Your objective: Apart from any images, the entries are to be output exactly.

Collected data
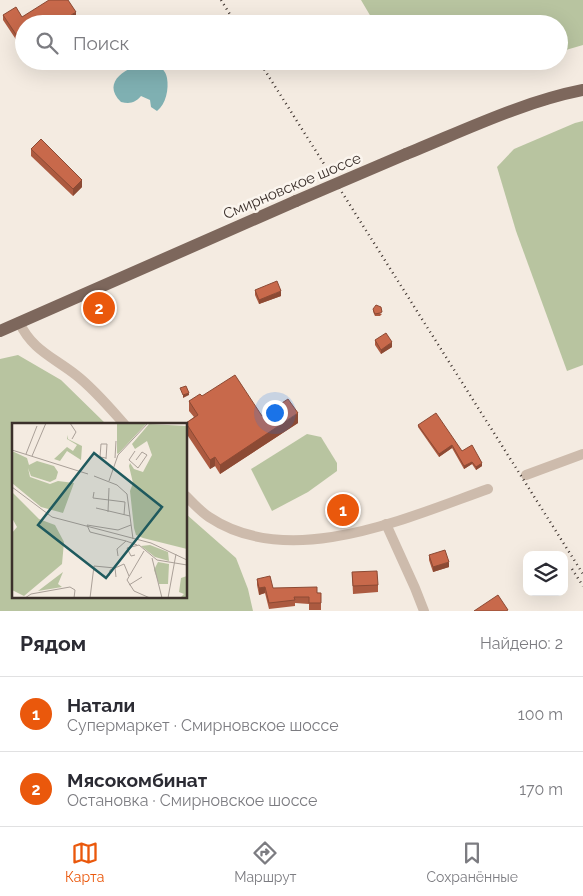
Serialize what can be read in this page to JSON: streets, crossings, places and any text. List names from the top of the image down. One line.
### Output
{"streets":{"main road":["Смирновское шоссе"]},"page":{"search":"Поиск","pins":["2","1"],"heading":["Рядом","Найдено: 2"],"list":[{"mark":"1","name":"Натали","note":"Супермаркет · Смирновское шоссе","value":"100 m"},{"mark":"2","name":"Мясокомбинат","note":"Остановка · Смирновское шоссе","value":"170 m"}],"nav":["Карта","Маршрут","Сохранённые"]}}
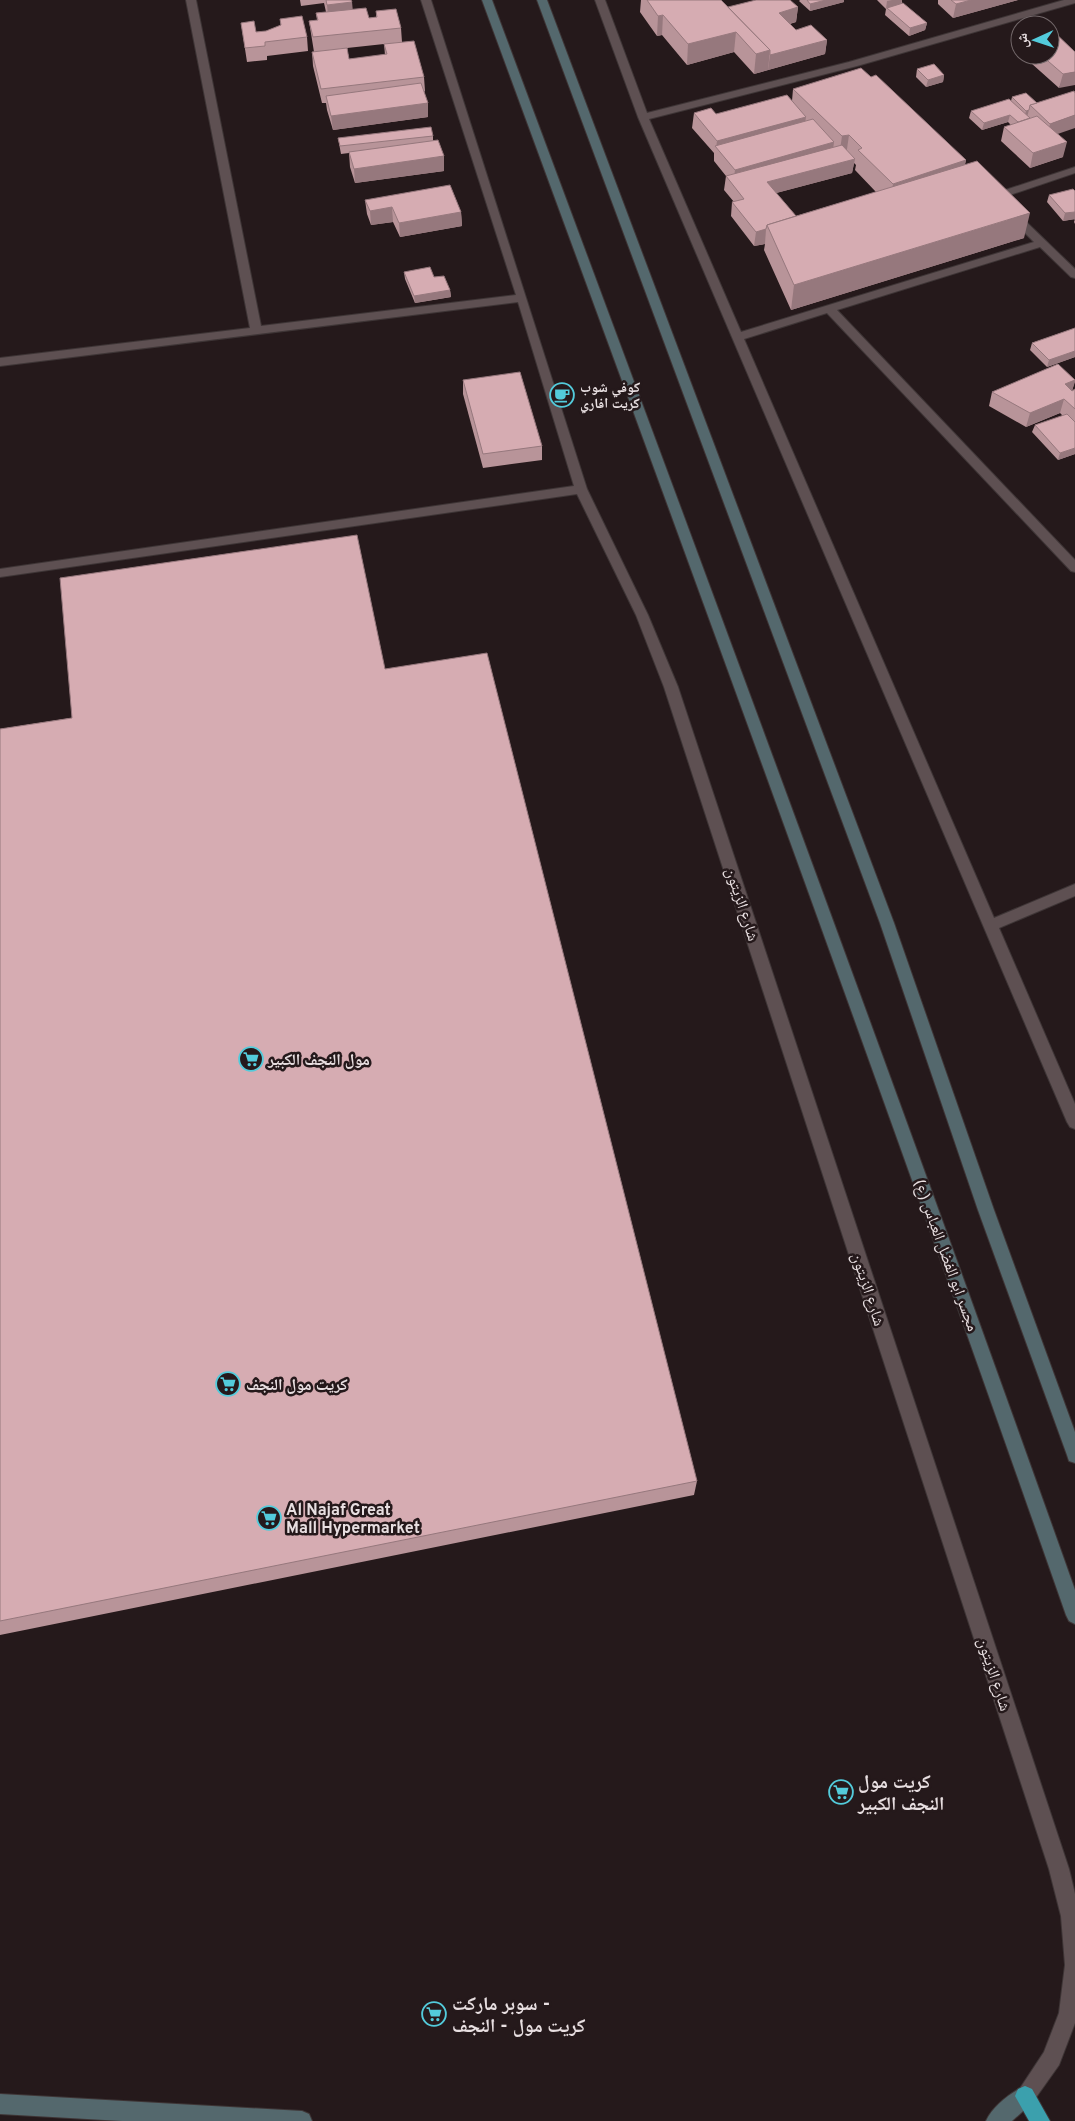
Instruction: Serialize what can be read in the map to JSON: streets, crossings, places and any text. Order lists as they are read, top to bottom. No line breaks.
{"streets":{"main road":["مجسر ابو الفضل العباس (ع)"],"street":["شارع الزيتون"]},"places":{"cafe":["كوفي شوب كريت افاري"],"supermarket":["مول النجف الكبير","كريت مول النجف","Al Najaf Great Mall Hypermarket","كريت مول النجف الكبير","سوبر ماركت - كريت مول - النجف"]},"north":"left"}
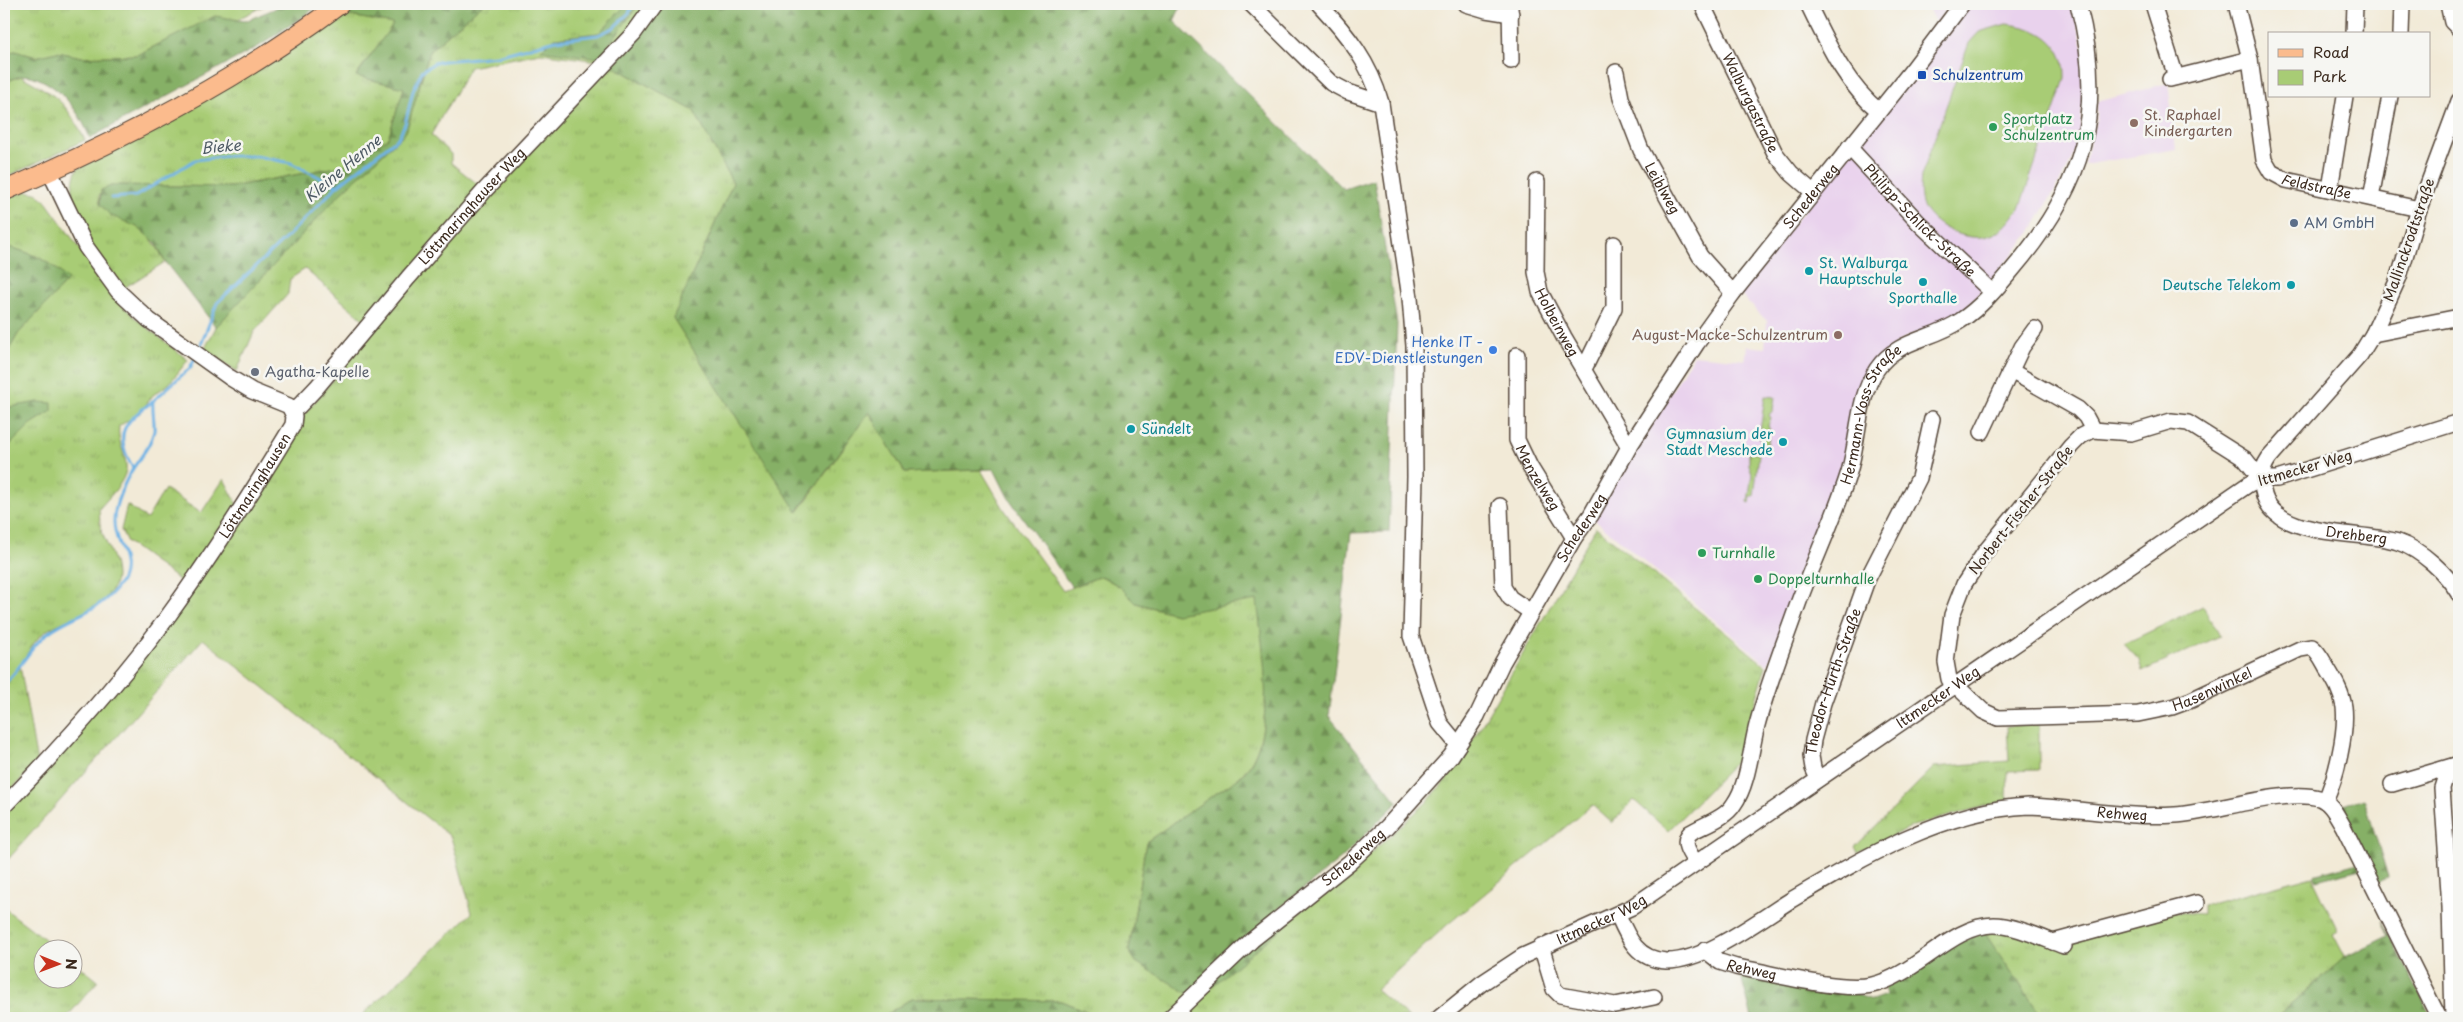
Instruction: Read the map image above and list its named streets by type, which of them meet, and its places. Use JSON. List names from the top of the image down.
{
  "streets": {
    "street": [
      "Walburgastraße",
      "Feldstraße",
      "Leiblweg",
      "Schederweg",
      "Löttmaringhauser Weg",
      "Philipp-Schlick-Straße",
      "Mallinckrodtstraße",
      "Holbeinweg",
      "Hermann-Voss-Straße",
      "Ittmecker Weg",
      "Menzelweg",
      "Löttmaringhausen",
      "Norbert-Fischer-Straße",
      "Drehberg",
      "Theodor-Hürth-Straße",
      "Hasenwinkel",
      "Rehweg"
    ]
  },
  "crossings": [
    ["Walburgastraße", "Schederweg"],
    ["Feldstraße", "Mallinckrodtstraße"],
    ["Leiblweg", "Schederweg"],
    ["Schederweg", "Philipp-Schlick-Straße"],
    ["Schederweg", "Holbeinweg"],
    ["Schederweg", "Menzelweg"],
    ["Löttmaringhauser Weg", "Löttmaringhausen"],
    ["Philipp-Schlick-Straße", "Hermann-Voss-Straße"],
    ["Mallinckrodtstraße", "Ittmecker Weg"],
    ["Mallinckrodtstraße", "Drehberg"],
    ["Hermann-Voss-Straße", "Ittmecker Weg"],
    ["Ittmecker Weg", "Norbert-Fischer-Straße"],
    ["Ittmecker Weg", "Drehberg"],
    ["Ittmecker Weg", "Theodor-Hürth-Straße"],
    ["Ittmecker Weg", "Hasenwinkel"],
    ["Ittmecker Weg", "Rehweg"],
    ["Norbert-Fischer-Straße", "Hasenwinkel"],
    ["Hasenwinkel", "Rehweg"]
  ],
  "water": ["Bieke", "Kleine Henne"],
  "places": {
    "transit": ["Schulzentrum"],
    "other": [
      "St. Raphael Kindergarten",
      "Sportplatz Schulzentrum",
      "AM GmbH",
      "St. Walburga Hauptschule",
      "Sporthalle",
      "Deutsche Telekom",
      "August-Macke-Schulzentrum",
      "Henke IT - EDV-Dienstleistungen",
      "Agatha-Kapelle",
      "Sündelt",
      "Gymnasium der Stadt Meschede",
      "Turnhalle",
      "Doppelturnhalle"
    ]
  },
  "legend": ["Road", "Park"],
  "north": "right"
}
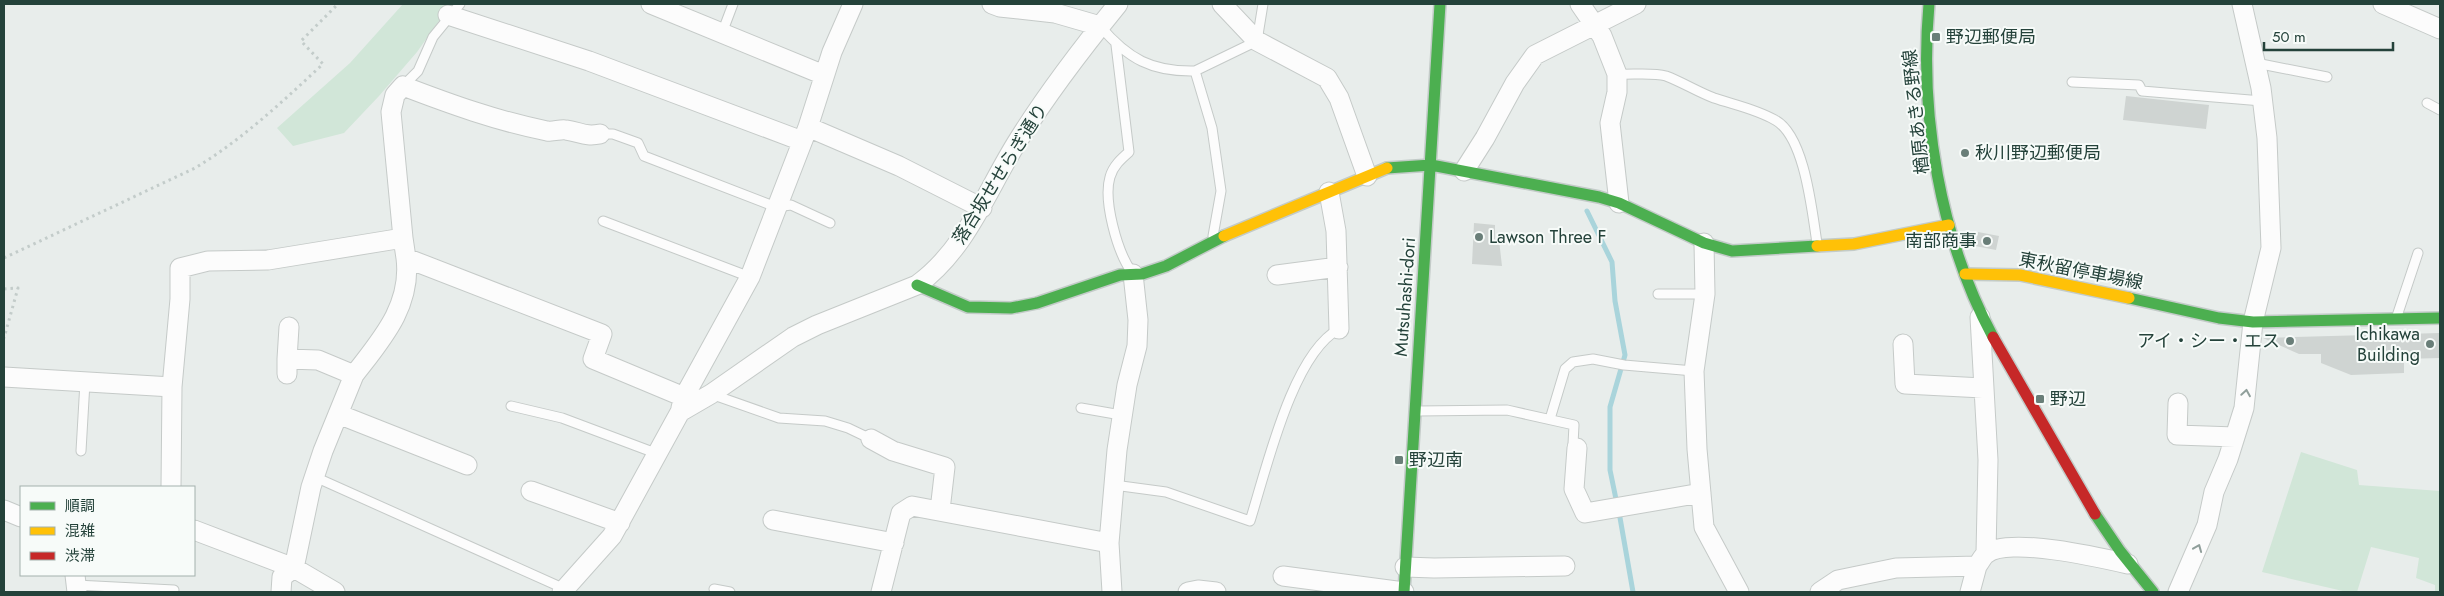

Answer to this task:
Serialize what can be read in this page to JSON: streets, crossings, places and any text. List names from the top of the image down. One line.
### Output
{"streets":{"main road":["Смирновское шоссе"]},"page":{"search":"Поиск","pins":["2","1"],"heading":["Рядом","Найдено: 2"],"list":[{"mark":"1","name":"Натали","note":"Супермаркет · Смирновское шоссе","value":"100 m"},{"mark":"2","name":"Мясокомбинат","note":"Остановка · Смирновское шоссе","value":"170 m"}],"nav":["Карта","Маршрут","Сохранённые"]}}
Instruction: Serialize what can be read in the map to JSON: streets, crossings, places and any text. Order lists as they are read, top to bottom. No line breaks.
{"streets":{"main road":["مجسر ابو الفضل العباس (ع)"],"street":["شارع الزيتون"]},"places":{"cafe":["كوفي شوب كريت افاري"],"supermarket":["مول النجف الكبير","كريت مول النجف","Al Najaf Great Mall Hypermarket","كريت مول النجف الكبير","سوبر ماركت - كريت مول - النجف"]},"north":"left"}
Instruction: Read the map image above and list its named streets by type, which of them meet, and its places. Use JSON. List names from the top of the image down.
{
  "streets": {
    "street": [
      "Walburgastraße",
      "Feldstraße",
      "Leiblweg",
      "Schederweg",
      "Löttmaringhauser Weg",
      "Philipp-Schlick-Straße",
      "Mallinckrodtstraße",
      "Holbeinweg",
      "Hermann-Voss-Straße",
      "Ittmecker Weg",
      "Menzelweg",
      "Löttmaringhausen",
      "Norbert-Fischer-Straße",
      "Drehberg",
      "Theodor-Hürth-Straße",
      "Hasenwinkel",
      "Rehweg"
    ]
  },
  "crossings": [
    ["Walburgastraße", "Schederweg"],
    ["Feldstraße", "Mallinckrodtstraße"],
    ["Leiblweg", "Schederweg"],
    ["Schederweg", "Philipp-Schlick-Straße"],
    ["Schederweg", "Holbeinweg"],
    ["Schederweg", "Menzelweg"],
    ["Löttmaringhauser Weg", "Löttmaringhausen"],
    ["Philipp-Schlick-Straße", "Hermann-Voss-Straße"],
    ["Mallinckrodtstraße", "Ittmecker Weg"],
    ["Mallinckrodtstraße", "Drehberg"],
    ["Hermann-Voss-Straße", "Ittmecker Weg"],
    ["Ittmecker Weg", "Norbert-Fischer-Straße"],
    ["Ittmecker Weg", "Drehberg"],
    ["Ittmecker Weg", "Theodor-Hürth-Straße"],
    ["Ittmecker Weg", "Hasenwinkel"],
    ["Ittmecker Weg", "Rehweg"],
    ["Norbert-Fischer-Straße", "Hasenwinkel"],
    ["Hasenwinkel", "Rehweg"]
  ],
  "water": ["Bieke", "Kleine Henne"],
  "places": {
    "transit": ["Schulzentrum"],
    "other": [
      "St. Raphael Kindergarten",
      "Sportplatz Schulzentrum",
      "AM GmbH",
      "St. Walburga Hauptschule",
      "Sporthalle",
      "Deutsche Telekom",
      "August-Macke-Schulzentrum",
      "Henke IT - EDV-Dienstleistungen",
      "Agatha-Kapelle",
      "Sündelt",
      "Gymnasium der Stadt Meschede",
      "Turnhalle",
      "Doppelturnhalle"
    ]
  },
  "legend": ["Road", "Park"],
  "north": "right"
}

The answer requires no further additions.